Mlliyet Milliyet Blog Milliyet Blog
 

25 Aralık '13

 
Kategori
TV Programları
 

Lale Devri ve Bugünün Saraylısı ile “Avşar Avşar”’a karşı

Lale Devri ve Bugünün Saraylısı ile “Avşar Avşar”’a karşı
 

Belki de televizyon tarihinde bir ilk yaşanıyor bilemiyorum. Bir yapım firmasının iki ayrı dizisi, iki ayrı kanalda ve aynı saatte. Reyting canavarının karşısında.

Lale Devri dizisi ve Bugünün Saraylısı. Biri FOX TV’nin çocuklarımızdan torunlarımıza ulaşacak yıllanmış dizisi diğeri de ATV ekranlarında yayınlanan çiçeği burnunda dizisi. Yapım AVŞAR FİLM.

Zaten epeydir aynı günde yayınlandıkları için tuhafıma gidiyordu ama Fatih Harbiye’nin Show TV’ye geçmesi ile ondan boşalan saate alınınca dizi daha tuhaf bir durum çıktı ortaya.

Yani şimdi kanallar yarışır, yapımlar yarışır da bir yapım aynı anda iki dizisini neden yarıştırır diye düşünmeden edemiyor insan.

Ya ikisinin durumu üzerinden birinden vazgeçmeyi düşündüğü için ya da cumartesi gününün toplamı pasta yeter dediği için ama bu durumda ikinci seçenek pek akla yatkın değil zira kanal reyting diliminden iyi sonuç almaya bakar. 

Şimdilik nedeni pek anlamsak da ihtimaller üzerinden düşünerek bir sonuç çıkarabilir miyiz bir bakalım.

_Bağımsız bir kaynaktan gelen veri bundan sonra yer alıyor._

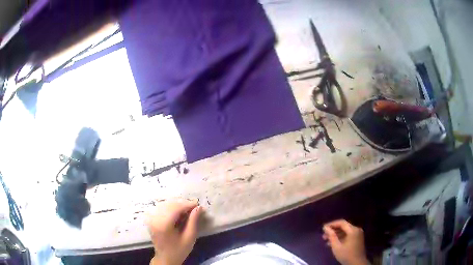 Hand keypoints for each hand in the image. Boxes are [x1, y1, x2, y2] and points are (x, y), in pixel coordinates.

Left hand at [146, 200, 202, 264]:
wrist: (165, 258)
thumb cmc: (179, 250)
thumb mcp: (189, 237)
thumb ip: (193, 221)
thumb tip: (198, 207)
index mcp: (163, 224)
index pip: (176, 208)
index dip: (187, 204)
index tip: (198, 204)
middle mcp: (155, 219)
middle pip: (170, 204)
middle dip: (183, 204)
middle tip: (195, 206)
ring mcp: (152, 218)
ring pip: (166, 205)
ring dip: (178, 205)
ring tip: (189, 209)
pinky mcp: (152, 219)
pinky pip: (162, 208)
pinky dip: (172, 208)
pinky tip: (179, 212)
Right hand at [322, 219, 368, 264]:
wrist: (357, 263)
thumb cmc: (346, 255)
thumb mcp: (336, 247)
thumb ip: (331, 236)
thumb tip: (326, 228)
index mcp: (353, 230)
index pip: (341, 222)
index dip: (332, 224)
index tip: (323, 228)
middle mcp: (356, 229)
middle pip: (343, 226)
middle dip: (333, 230)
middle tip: (323, 236)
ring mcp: (358, 234)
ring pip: (345, 231)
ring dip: (336, 235)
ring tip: (326, 240)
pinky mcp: (357, 239)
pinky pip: (348, 235)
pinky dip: (341, 237)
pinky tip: (333, 243) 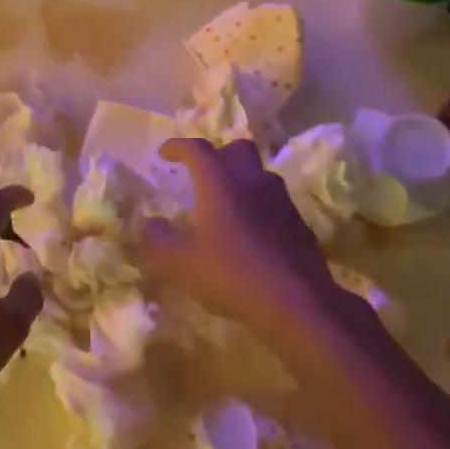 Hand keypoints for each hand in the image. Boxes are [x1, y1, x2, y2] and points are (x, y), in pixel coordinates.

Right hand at [139, 139, 341, 329]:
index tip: (164, 153)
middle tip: (202, 172)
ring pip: (259, 175)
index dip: (179, 146)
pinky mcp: (299, 223)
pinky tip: (249, 232)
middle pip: (238, 150)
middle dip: (218, 154)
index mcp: (221, 183)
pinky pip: (274, 201)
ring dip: (240, 180)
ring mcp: (281, 201)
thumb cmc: (230, 274)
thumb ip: (158, 240)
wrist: (296, 301)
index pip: (198, 150)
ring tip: (225, 204)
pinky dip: (257, 206)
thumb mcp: (180, 262)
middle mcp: (253, 182)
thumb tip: (150, 223) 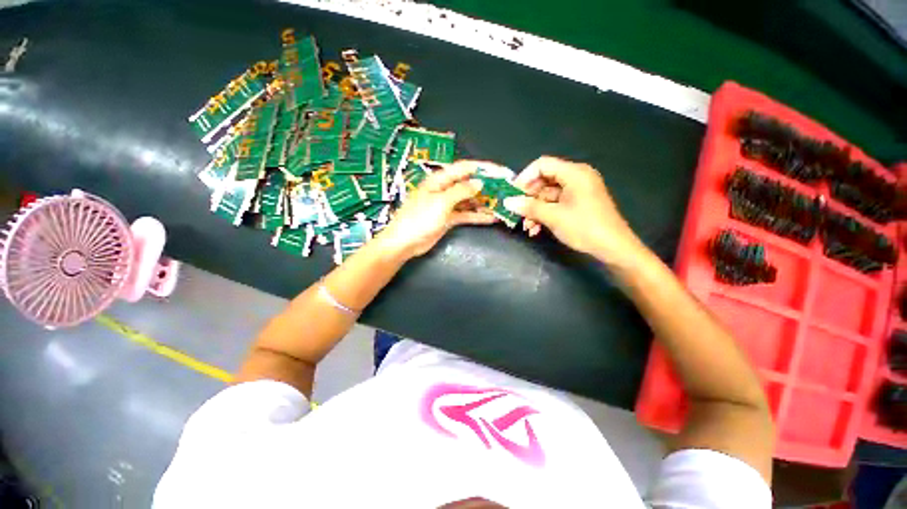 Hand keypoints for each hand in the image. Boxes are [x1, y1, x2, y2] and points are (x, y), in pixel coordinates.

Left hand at [377, 161, 494, 258]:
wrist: (404, 243)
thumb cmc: (419, 219)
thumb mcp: (441, 202)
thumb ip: (461, 191)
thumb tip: (479, 182)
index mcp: (440, 180)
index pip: (465, 168)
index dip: (484, 168)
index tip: (502, 172)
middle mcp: (445, 190)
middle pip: (469, 184)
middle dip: (487, 186)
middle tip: (506, 190)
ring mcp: (447, 205)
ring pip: (469, 200)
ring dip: (484, 202)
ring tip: (502, 205)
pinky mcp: (448, 219)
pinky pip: (466, 215)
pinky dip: (477, 216)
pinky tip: (491, 218)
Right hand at [505, 156, 644, 265]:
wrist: (613, 248)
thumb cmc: (584, 228)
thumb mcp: (554, 217)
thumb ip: (529, 207)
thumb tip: (508, 202)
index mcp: (574, 173)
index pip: (542, 165)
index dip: (525, 177)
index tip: (512, 193)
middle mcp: (576, 177)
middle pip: (544, 180)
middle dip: (528, 197)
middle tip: (516, 211)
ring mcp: (578, 191)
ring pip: (548, 195)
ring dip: (535, 210)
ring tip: (526, 226)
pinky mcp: (578, 203)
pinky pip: (556, 204)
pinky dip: (544, 214)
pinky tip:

Fatih Harbiye ile FOX anlaşma sağlayamayınca dizi Show TV’ye geçti malumunuz bu durumda şu düşünülmüştür önceki yıllarda dizi kendi saatinde iyi reyting alıyordu bu yılki kaybını buna bağlayarak yeniden aynı saatine almışlardır.

Ancak atlanılan gerçek şu ki şimdiye kadar cumartesi akşamları bu kadar dizi bombardımanı yoktu Lale Devri’ni ezebilecek bir yapım da yoktu.  Bu yüzden de reyting rekortmeni olamasa da kanalı mutlu edecek bir dilimden nasipleniyordu.

Bu yılsa hem değişen reyting sistemi hem de gelen diziler karşısında o eski şaşalı günlerinin uzağında kaldı Lale Devri.

Tabii her şeyden önce sakız gibi uzatıp rotası belli olmayan senaryosuyla seyircinin ve de fanlarının sabırlarıyla da oynadıkları için dizi her yıl ivme kaybetti. Bu yılsa var mı yok mu arasında yaşayıp gidiyor.

Yani saatinden çok seyirciye olan tavrı ve de senaryosunun çoktan tükendiğindendir dizinin kan kaybı.

Lale Devri’nin seyircilerine hafıza kaybı yaşatma yoluyla bir giriş yapsa da sezona bundan sonra ne köy olur ne kasaba.

Bunu seyircisi de biliyor, kanalda biliyor, yapımda, ekipte biliyor. Sevilen ikili Selen Soyder ve Tolgahan Sayışman diğer adlarıyla Toprak Çınar için izleyen kesimle ayakta duruyor dizi anlayacağınız.

Buna ayakta durmak denirse.

Bu kadar kötü reyting almasına rağmen devam ettirilme nedeni belki de vefadır.

Yani bunca yıl kanalın yüzünü güldürdü sezon sonuna kadar sahip çıkıyor kaldı ki aynı yapımın kanalın tüm işleri arasında en başarılı ve yüzünü güldüren tek dizisi Karagül de varken Lale Devri’ni harcamaması bu ihtimal içinde olabilir. Yapımda bu yıl başladık ekip bunca yıl diziyle yapıma kazandırdı sezon sonuna kadar mağdur olmasın düşüncesinde diye bir izlenim içindeyim.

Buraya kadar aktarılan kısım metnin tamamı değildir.